Manfaat bagi Pemerintah
Dalam hal ini pemerintah merasa memiliki partner dalam menjalankan misi sosial
dari pemerintah dalam hal tanggung jawab sosial.
b. Strategi Pengelolaan Tanggung Jawab Sosial Perusahaan
Strategi Reaktif
Kegiatan bisnis yang melakukan strategi reaktif dalam tanggung jawab sosial
cenderung menolak atau menghindarkan diri dari tanggung jawab sosial.
Strategi Defensif
Strategi defensif dalam tanggung jawab sosial yang dilakukan oleh perusahaan
terkait dengan penggunaan pendekatan legal atau jalur hukum untuk
menghindarkan diri atau menolak tanggung jawab sosial.
Strategi Akomodatif
Strategi Akomodatif merupakan tanggung jawab sosial yang dijalankan perusahaan
dikarenakan adanya tuntutan dari masyarakat dan lingkungan sekitar akan hal
tersebut
Strategi Proaktif
Perusahaan memandang bahwa tanggung jawab sosial adalah bagian dari tanggung
jawab untuk memuaskan stakeholders.

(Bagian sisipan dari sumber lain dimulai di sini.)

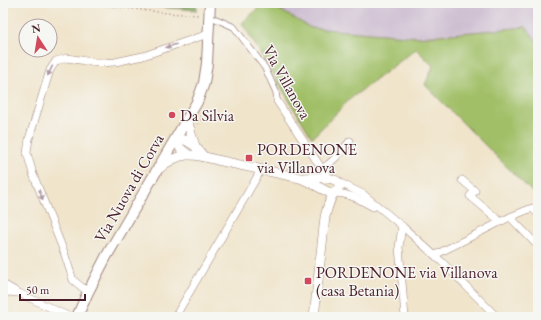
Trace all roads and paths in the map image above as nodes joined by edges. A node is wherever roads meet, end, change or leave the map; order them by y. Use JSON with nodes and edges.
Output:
{"nodes":[{"id":1,"x":85,"y":3,"type":"edge"},
{"id":2,"x":210,"y":3,"type":"edge"},
{"id":3,"x":213,"y":17,"type":"junction"},
{"id":4,"x":208,"y":34,"type":"junction"},
{"id":5,"x":277,"y":101,"type":"joint"},
{"id":6,"x":187,"y":118,"type":"junction"},
{"id":7,"x":176,"y":139,"type":"junction"},
{"id":8,"x":350,"y":141,"type":"dead end"},
{"id":9,"x":195,"y":146,"type":"junction"},
{"id":10,"x":187,"y":154,"type":"junction"},
{"id":11,"x":204,"y":157,"type":"junction"},
{"id":12,"x":322,"y":169,"type":"junction"},
{"id":13,"x":261,"y":170,"type":"junction"},
{"id":14,"x":157,"y":171,"type":"junction"},
{"id":15,"x":300,"y":178,"type":"junction"},
{"id":16,"x":334,"y":180,"type":"junction"},
{"id":17,"x":462,"y":180,"type":"dead end"},
{"id":18,"x":330,"y":191,"type":"junction"},
{"id":19,"x":385,"y":213,"type":"junction"},
{"id":20,"x":538,"y":214,"type":"edge"},
{"id":21,"x":510,"y":217,"type":"junction"},
{"id":22,"x":501,"y":222,"type":"junction"},
{"id":23,"x":402,"y":226,"type":"junction"},
{"id":24,"x":538,"y":246,"type":"edge"},
{"id":25,"x":435,"y":255,"type":"junction"},
{"id":26,"x":3,"y":284,"type":"edge"},
{"id":27,"x":88,"y":292,"type":"junction"},
{"id":28,"x":19,"y":293,"type":"junction"},
{"id":29,"x":3,"y":294,"type":"edge"},
{"id":30,"x":70,"y":317,"type":"edge"},
{"id":31,"x":77,"y":317,"type":"edge"},
{"id":32,"x":175,"y":317,"type":"edge"},
{"id":33,"x":314,"y":317,"type":"edge"},
{"id":34,"x":405,"y":317,"type":"edge"},
{"id":35,"x":497,"y":317,"type":"edge"}],
"edges":[{"from":1,"to":3,"type":"path"},
{"from":2,"to":3,"type":"main road","name":"Via Nuova di Corva"},
{"from":3,"to":4,"type":"main road","name":"Via Nuova di Corva"},
{"from":3,"to":5,"type":"street","name":"Via Villanova"},
{"from":4,"to":6,"type":"main road","name":"Via Nuova di Corva"},
{"from":4,"to":27,"type":"street","one_way":true},
{"from":5,"to":12,"type":"street","name":"Via Villanova"},
{"from":6,"to":7,"type":"main road","name":"Via Nuova di Corva"},
{"from":6,"to":9,"type":"street"},
{"from":7,"to":9,"type":"street"},
{"from":7,"to":10,"type":"street"},
{"from":7,"to":14,"type":"main road","name":"Via Nuova di Corva"},
{"from":8,"to":12,"type":"street"},
{"from":9,"to":11,"type":"street"},
{"from":10,"to":11,"type":"street"},
{"from":10,"to":14,"type":"street"},
{"from":11,"to":13,"type":"street"},
{"from":12,"to":16,"type":"street","name":"Via Villanova"},
{"from":13,"to":15,"type":"street"},
{"from":13,"to":32,"type":"street"},
{"from":14,"to":27,"type":"main road","name":"Via Nuova di Corva"},
{"from":15,"to":16,"type":"street"},
{"from":15,"to":18,"type":"street"},
{"from":16,"to":18,"type":"street"},
{"from":16,"to":18,"type":"street"},
{"from":16,"to":19,"type":"street"},
{"from":17,"to":22,"type":"street"},
{"from":18,"to":19,"type":"street"},
{"from":18,"to":33,"type":"street"},
{"from":19,"to":23,"type":"street"},
{"from":20,"to":21,"type":"street"},
{"from":21,"to":22,"type":"street"},
{"from":21,"to":24,"type":"street"},
{"from":22,"to":25,"type":"street"},
{"from":23,"to":25,"type":"street"},
{"from":23,"to":34,"type":"street"},
{"from":25,"to":35,"type":"street"},
{"from":26,"to":28,"type":"street"},
{"from":27,"to":31,"type":"main road","name":"Via Nuova di Corva"},
{"from":28,"to":29,"type":"street"},
{"from":28,"to":30,"type":"street"}]}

Jika stakeholders terpuaskan, maka citra
positif terhadap perusahaan akan terbangun.
BAB III
KESIMPULAN
3.1 Kesimpulan
Etika bisnis suatu kode etik perilalku pengusaha berdasarkan nilai-nilai moral dan
norma yang dijadikan tuntunan dan pedoman berprilaku dalam menjalankan kegiatan
perusahaaan atau berusaha. Secara sederhana yang dimaksud dengan etika bisnis adalah
cara-cara untuk melakukan kegiatan bisnis, yang mencakup seluruh aspek yang berkaitan
dengan individu, perusahaan, industri dan juga masyarakat.

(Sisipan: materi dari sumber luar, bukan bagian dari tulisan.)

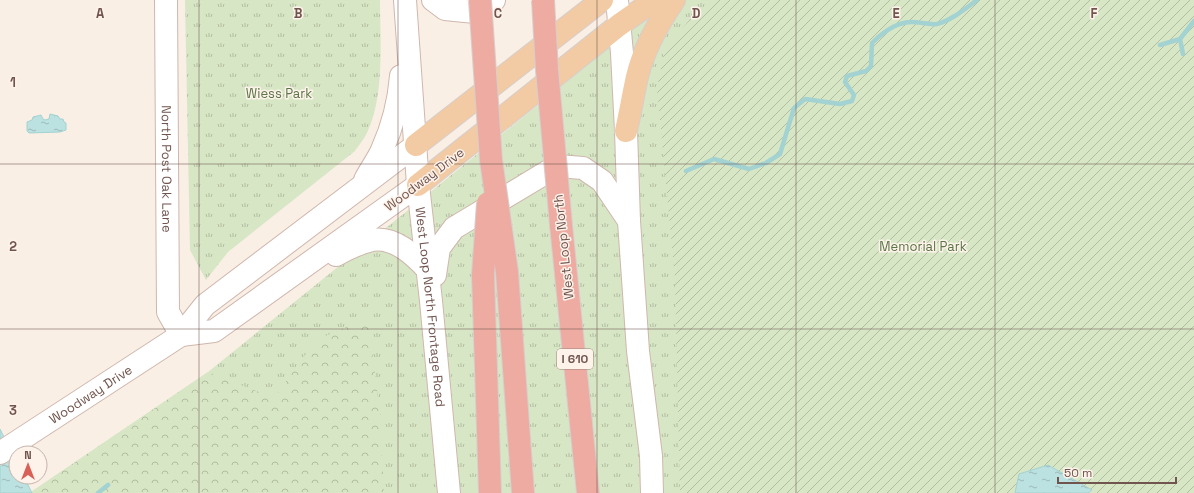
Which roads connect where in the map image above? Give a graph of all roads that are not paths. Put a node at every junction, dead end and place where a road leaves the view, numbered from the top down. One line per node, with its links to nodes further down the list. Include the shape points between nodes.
1 (166, 0): 21 (main road, North Post Oak Lane, via 168,312)
2 (433, 0): 4 (main road, via 445,9 475,12)
3 (480, 0): 14 (highway, bridge)
4 (494, 0)
5 (543, 0): 26 (highway, West Loop North / I 610, bridge, via 561,225)
6 (602, 0): 13 (main road, Woodway Drive)
7 (617, 0): 11 (main road)
8 (655, 0): 11 (main road, Woodway Drive)
9 (674, 0): 12 (main road, via 645,52 637,76)
10 (405, 9): 13 (main road, West Loop North Frontage Road); 16 (main road, via 400,94 382,150)
11 (619, 25): 12 (main road); 15 (main road, Woodway Drive)
12 (626, 131): 17 (main road)
13 (416, 146): 15 (main road, West Loop North Frontage Road); 16 (main road, Woodway Drive)
14 (491, 160): 24 (highway, bridge, via 483,275); 25 (highway, bridge, via 507,272)
15 (418, 185): 18 (main road, West Loop North Frontage Road); 19 (main road, Woodway Drive)
16 (360, 188): 21 (main road, Woodway Drive, via 205,305)
17 (629, 221): 20 (main road, via 602,181 583,168 557,166 454,228 439,248); 27 (main road, via 638,351 651,456)
18 (428, 270): 19 (main road, via 398,245 383,240 371,240); 20 (main road, West Loop North Frontage Road)
19 (292, 276): 21 (main road, Woodway Drive, via 214,331)
20 (432, 301): 23 (main road, West Loop North Frontage Road)
21 (182, 335): 22 (main road, Woodway Drive)
22 (0, 453)
23 (449, 493)
24 (490, 493)
25 (523, 493)
26 (588, 493)
27 (652, 493)

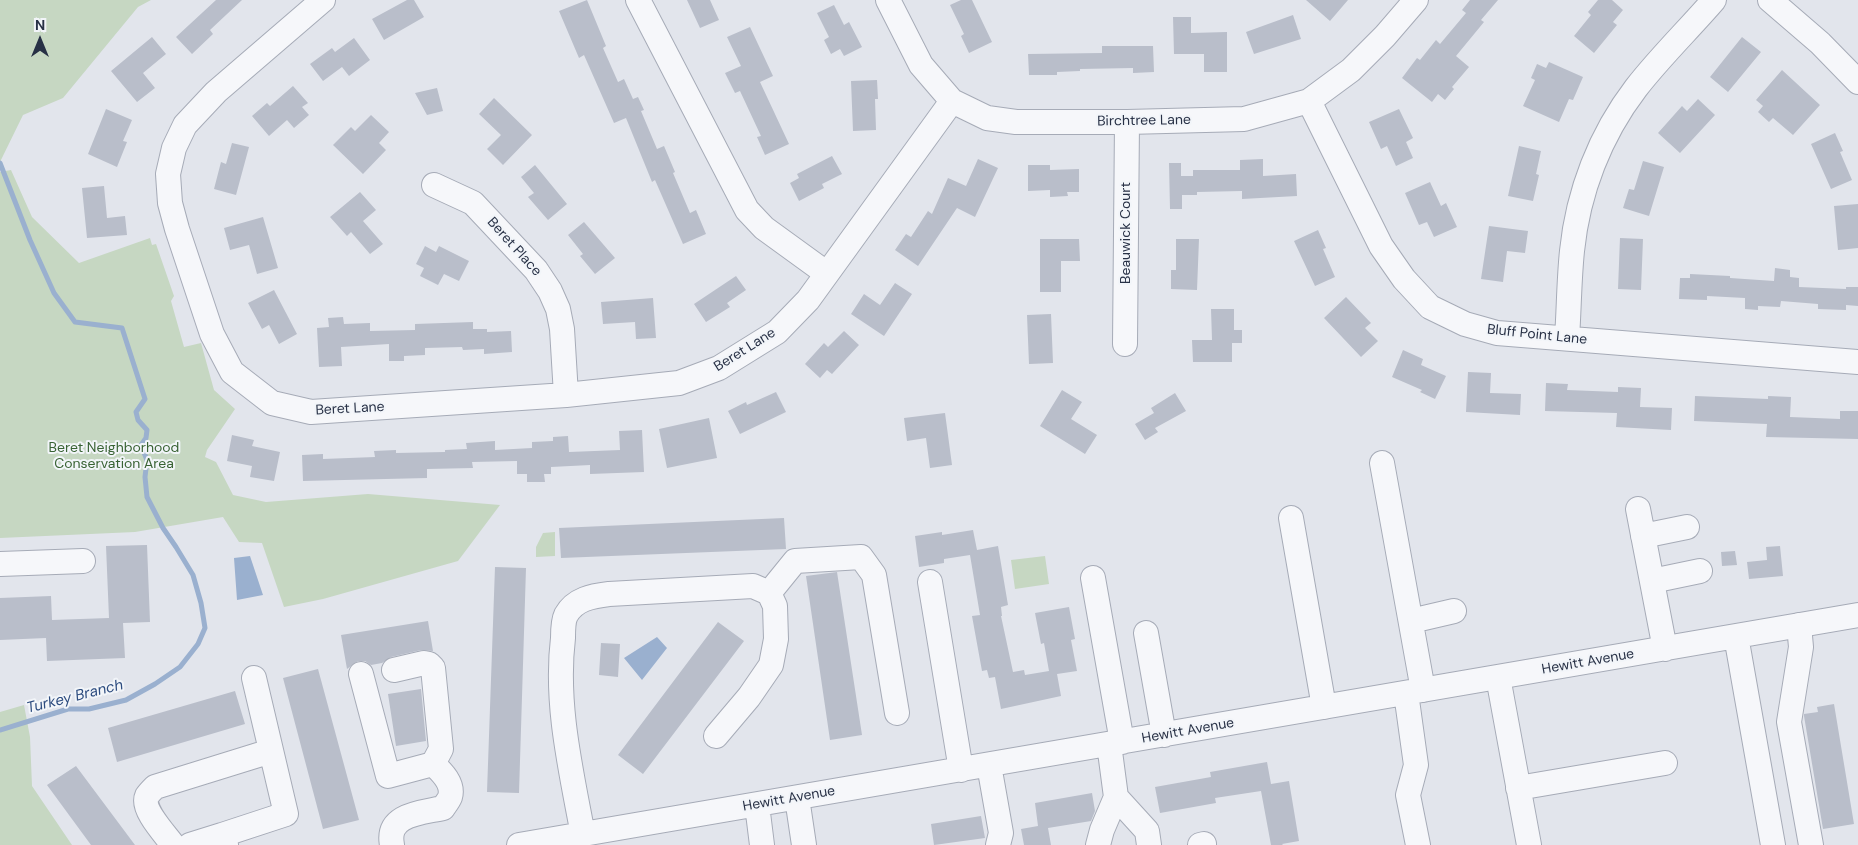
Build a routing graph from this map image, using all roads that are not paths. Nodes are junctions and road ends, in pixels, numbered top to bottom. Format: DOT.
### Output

Corporate Social Responsibility (CSR) atau dalam bahasa Indonesia disebut dengan
istilah Tanggung Jawab Social Perusahaan adalah suatu tindakan atau konsep yang
dilakukan oleh perusahaan(sesuai kemampuan perusahaan tersebut) sebagai bentuk
tanggung jawab mereka terhadap sosial/lingkungan sekitar dimana perusahaan itu berada.
CSR dapat dikatakan sebagai kontribusi perusahaan terhadap tujuan pembangunan
berkelanjutan dengan cara manajemen dampak (minimimalisasi dampak negatif dan
maksimalisasi dampak positif) terhadap seluruh pemangku kepentingannya. Adapun
manfaat perusahaan berperilaku etis dan memiliki tanggung jawab sosial adalah:
1. Perusahaan yang etis dan memiliki tanggung jawab social mendapatkan rasa hormat
dari stakeholder
2. Perusahaan yang memiliki etika bisnis yang baik dan memiliki tanggung jawab social
akan mendapatkan kepercayaan dari konsumen dan masyarakat sekitar
3. Perusahaan yang memiliki tanggung jawab social terhadap lingkungan akan membantu
dalam pembangunan daerah sekitar perusahaan
4. Menghindarkan dari konflik internal dan lingkungan sekitar perusahaan
5. Tanggung jawab social Secara tidak langsung Membantu dalam promosi perusahaan
6. Kerangka kerja yang kokoh memandu manager dan karyawan perusahaan sewaktu
berhadapan dengan rumitnya pekerjaan dan tantangan jaringan kerja yang semakin
komplek
7. Perusahaan akan terhindar dari seluruh pengaruh yang merusak berkaitan dengan
reputasi
8. Banyak perusahaan yang menerapkan perilaku etis dan tanggung jawab social dapat
menambah uang dalam bisnis mereka.
Selain etika, yang tidak kalah penting adalah tanggung jawab perusahaan, yaitu
kepada lingkungan, karyawan, pelanggan, investor dan masyarakat sekitarnya, Sehingga
akan terbentuk suatu hubungan yang saling menguntungkan satu sama lain.